Phase 16 mixed-precision exemplar — int8 CNN feature extractor → fp16
attention head → int8 dense classifier. Exercises the Phase 9 qbridge
converters (affineI8ToFp16 / fp16ToAffineI8) plus the Phase 9
software fp16_t storage tier in production shape.
input [S=8][E=8] float
----[ int8 frontend ]----------------------------
QDense E -> E (one call per sequence step)
qrelu -> [S][E] int8
----[ Phase 9 bridge: affineI8 -> fp16 ]---------
-> [S][E] fp16
----[ fp16 attention head ]----------------------
Linear (ReLU-kernel) self-attention with residual
skip from the post-relu feature buffer, then
mean-pool over S -> [E] fp16
----[ Phase 9 bridge: fp16 -> affineI8 ]---------
-> [E] int8
----[ int8 classifier ]--------------------------
QDense E -> NUM_CLASSES -> [NUM_CLASSES] int8 logits
The attention head's inner arithmetic runs in float promoted from
fp16_t. On targets that ship a vector fp16 ISA (NEON FEAT_FP16 via
TINYMIND_ENABLE_SIMD_NEON_FP16=1, AVX-512 fp16 extensions), the
promote-then-MAC pattern is a near-noop; on every other target the
scalar promote-store pair is the cost of admission for fp16 storage on
an MCU.
The Phase 9 bridges run scalar at the layer boundary by construction —
they are pointwise converters, never inner-loop primitives.

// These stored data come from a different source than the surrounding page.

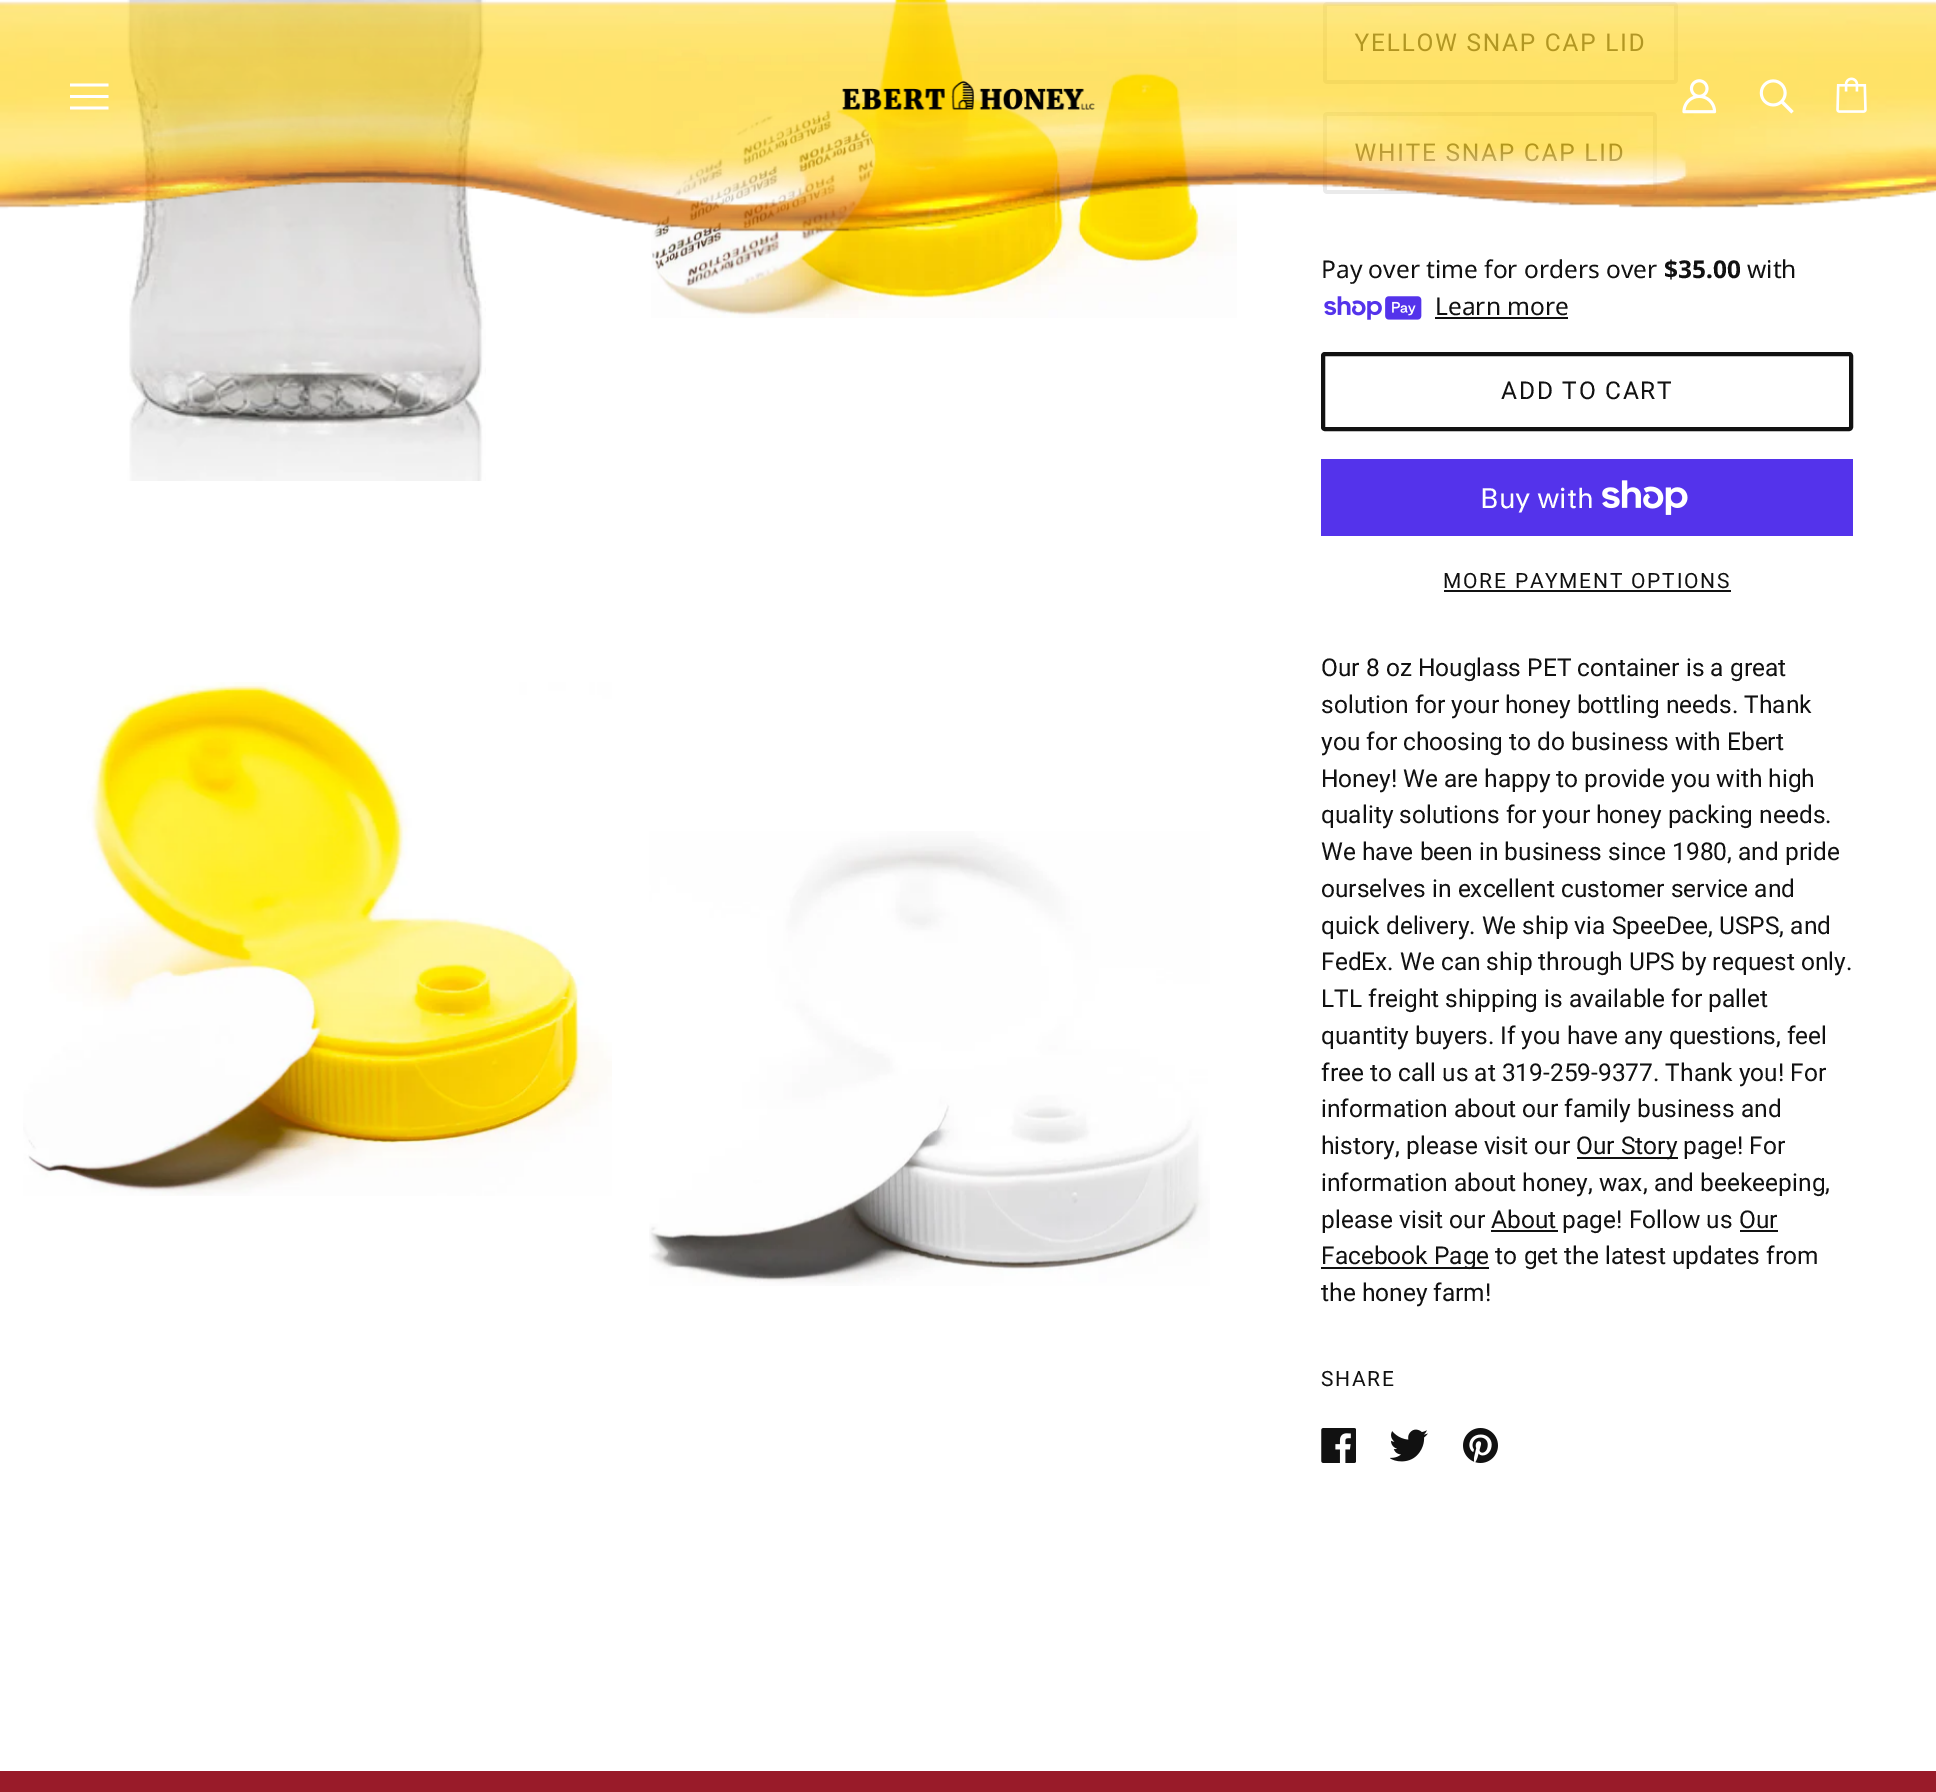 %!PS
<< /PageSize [1936 1792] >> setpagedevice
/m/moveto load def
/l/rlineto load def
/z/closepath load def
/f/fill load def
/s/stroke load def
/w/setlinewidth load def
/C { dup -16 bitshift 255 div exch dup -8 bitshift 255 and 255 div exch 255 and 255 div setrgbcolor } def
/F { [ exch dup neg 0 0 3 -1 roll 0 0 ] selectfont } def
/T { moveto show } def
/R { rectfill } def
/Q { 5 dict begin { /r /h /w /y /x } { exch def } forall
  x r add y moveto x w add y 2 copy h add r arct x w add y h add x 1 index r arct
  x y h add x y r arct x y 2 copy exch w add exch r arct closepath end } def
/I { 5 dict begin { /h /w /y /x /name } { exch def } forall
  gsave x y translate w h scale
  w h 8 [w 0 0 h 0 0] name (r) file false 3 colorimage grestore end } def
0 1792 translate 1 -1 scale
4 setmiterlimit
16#FFFFFF C
0 0 1936 1792 R
(6.rgb) 127 0 359 481 I
(7.rgb) 651 0 586 318 I
16#EAEAEA C
4 w
1325 4 351 78 2 Q s
/Roboto-Regular 24.5 F
16#414141 C
1355 51 m 1.75 0 (YELLOW SNAP CAP LID) ashow
16#EAEAEA C
1325 114 330 78 2 Q s
16#414141 C
1355 161 m 1.75 0 (WHITE SNAP CAP LID) ashow
(1.rgb) 0 1 1936 231 I
16#FFFFFF C
70 86.5 m 0 -3 l 38.5 0 l 0 3 l z 70 98 m 0 -3 l 38.5 0 l 0 3 l z 70 109.5 m 0 -3 l 38.5 0 l 0 3 l z f
(2.rgb) 842 80 253 30 I
(3.rgb) 1682 79 35 35 I
(4.rgb) 1759 79 35 35 I
(5.rgb) 1836 77 31 36 I
(8.rgb) 23 682 589 514 I
(9.rgb) 649 831 561 455 I
/NotoSans-Regular 24.5 F
16#111111 C
(Pay over time for orders over) 1321 278 T
/NotoSans-Bold 24.5 F
($35.00) 1664 278 T
/NotoSans-Regular 24.5 F
(with) 1747 278 T
(10.rgb) 1324 296 98 24 I
(Learn more) 1435 315 T
1435 317 133 2 R
1323 354 528 75 2 Q s
/Roboto-Regular 24.5 F
1501 399 m 1.75 0 (ADD TO CART) ashow
16#5433EB C
1321 459 532 77 R
/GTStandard-Regular 28 F
16#FFFFFF C
(Buy with) 1480 508 T
(11.rgb) 1602 480 86 35 I
/Roboto-Regular 21 F
16#111111 C
1443 588 m 1.75 0 (MORE PAYMENT OPTIONS) ashow
1444 590 287 2 R
/Roboto-Regular 24.5 F
(Our 8 oz Houglass PET container is a great) 1321 676 T
(solution for your honey bottling needs. Thank) 1321 713 T
(you for choosing to do business with Ebert) 1321 750 T
(Honey! We are happy to provide you with high) 1321 787 T
(quality solutions for your honey packing needs.) 1321 823 T
(We have been in business since 1980, and pride) 1321 860 T
(ourselves in excellent customer service and) 1321 897 T
(quick delivery. We ship via SpeeDee, USPS, and) 1321 934 T
(FedEx. We can ship through UPS by request only.) 1321 970 T
(LTL freight shipping is available for pallet) 1321 1007 T
(quantity buyers. If you have any questions, feel) 1321 1044 T
(free to call us at 319-259-9377. Thank you! For) 1321 1081 T
(information about our family business and) 1321 1117 T
(history, please visit our) 1321 1154 T
1577 1157 101 2 R
(Our Story page! For) 1576 1154 T
(information about honey, wax, and beekeeping,) 1321 1191 T
(please visit our About page! Follow us Our) 1321 1228 T
1491 1230 67 2 R
1321 1267 168 2 R
(Facebook Page to get the latest updates from) 1321 1264 T
1740 1230 38 2 R
(the honey farm!) 1321 1301 T
/Roboto-Regular 21 F
1321 1386 m 1.75 0 (SHARE) ashow
(12.rgb) 1321 1428 35 35 I
(13.rgb) 1390 1429 38 33 I
(14.rgb) 1463 1428 35 35 I
16#991B29 C
0 1771 1936 21 R
showpage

The same
affineI8ToFp16 / fp16ToAffineI8 helpers also work for a Q-format /
int8 / Q-format chain.
| Layer | Storage | Accumulator | Notes |
|---|---|---|---|
QDense (frontend) |
int8 | int32 | shared, applied per step |
qrelu |
int8 | — | clamp at zero_point |
affineI8ToFp16Buffer |
int8 → fp16 | — | Phase 9 bridge |
| fp16 linear attention | fp16 | float | promote-MAC-store |
| fp16 mean-pool | fp16 | float | |
fp16ToAffineI8Buffer |
fp16 → int8 | — | Phase 9 bridge |
QDense (classifier) |
int8 | int32 |
make # debug build
make release # -O3
make run # parity report vs end-to-end float reference
make bench # CSV cycle/byte report -> output/mixed_precision_kws.csv
make golden # int8 logits for the 4-sample test set
TINYMIND_ENABLE_FP16=1 is required (already set in the bundled
Makefile). With that gate off, cpp/include/tinymind_fp16.hpp is a
no-op and the build fails at the bridge call sites — the explicit gate
matches the Phase 9 design rule.
The residual skip from the post-ReLU feature buffer into the attention output keeps the pooled summary off the zero mean a tiny linear-attention head would otherwise force on the bundled synthetic inputs. Real KWS deployments have softmax classifiers and richer encoders — the precision-tier pattern (int8 front + classifier bracketing an fp16 head) is the load-bearing piece and survives every substitution.